Recently, there has been a focus on RIAs unintentionally obtaining custody of client assets. A few years ago, it became a popular practice of many RIAs to offer clients the ability to add a money movement feature to the client’s investment account. By completing and signing a Standing Letter of Authorization (SLOA), the client could authorize the adviser to perform money movement transfers such as an ACH, journal, and/or wire out of the client’s account on the clients’ behalf. In many instances, the SEC has deemed this to be custody because it provides the RIA access to the client’s funds and securities.

In an SEC no action letter on February 21, 2017, the SEC has provided guidance around SLOAs and custody.

For first-party transfers that involve checks, journals, or an ACH, the RIA can avoid being deemed to have custody by obtaining the clients signature each time a transfer is authorized. For a first-party wire transfer, the RIA can avoid being deemed to have custody, if prior to each transfer, you obtain the client’s signature as well as the destination account number.

When performing a third-party transfer, an RIA can avoid being deemed as having custody by following the 7 guidelines below which were provided by the SEC.

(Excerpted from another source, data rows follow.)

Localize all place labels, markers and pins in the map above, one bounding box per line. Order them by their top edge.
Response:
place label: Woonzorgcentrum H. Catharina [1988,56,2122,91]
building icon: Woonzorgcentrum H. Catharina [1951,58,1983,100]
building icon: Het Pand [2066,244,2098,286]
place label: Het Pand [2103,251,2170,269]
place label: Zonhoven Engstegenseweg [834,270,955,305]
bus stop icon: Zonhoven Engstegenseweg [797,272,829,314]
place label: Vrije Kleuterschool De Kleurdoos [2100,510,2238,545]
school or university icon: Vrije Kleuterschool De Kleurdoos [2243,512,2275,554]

  1. The client provides an instruction to the qualified custodian, in writing, that includes the client’s signature, the third party’s name, and either the third party’s address or the third party’s account number at a custodian to which the transfer should be directed.
  2. The client authorizes the investment adviser, in writing, either on the qualified custodian’s form or separately, to direct transfers to the third party either on a specified schedule or from time to time.
  3. The client’s qualified custodian performs appropriate verification of the instruction, such as a signature review or other method to verify the client’s authorization, and provides a transfer of funds notice to the client promptly after each transfer.
  4. The client has the ability to terminate or change the instruction to the client’s qualified custodian.
  5. The investment adviser has no authority or ability to designate or change the identity of the third party, the address, or any other information about the third party contained in the client’s instruction.
  6. The investment adviser maintains records showing that the third party is not a related party of the investment adviser or located at the same address as the investment adviser.
  7. The client’s qualified custodian sends the client, in writing, an initial notice confirming the instruction and an annual notice reconfirming the instruction.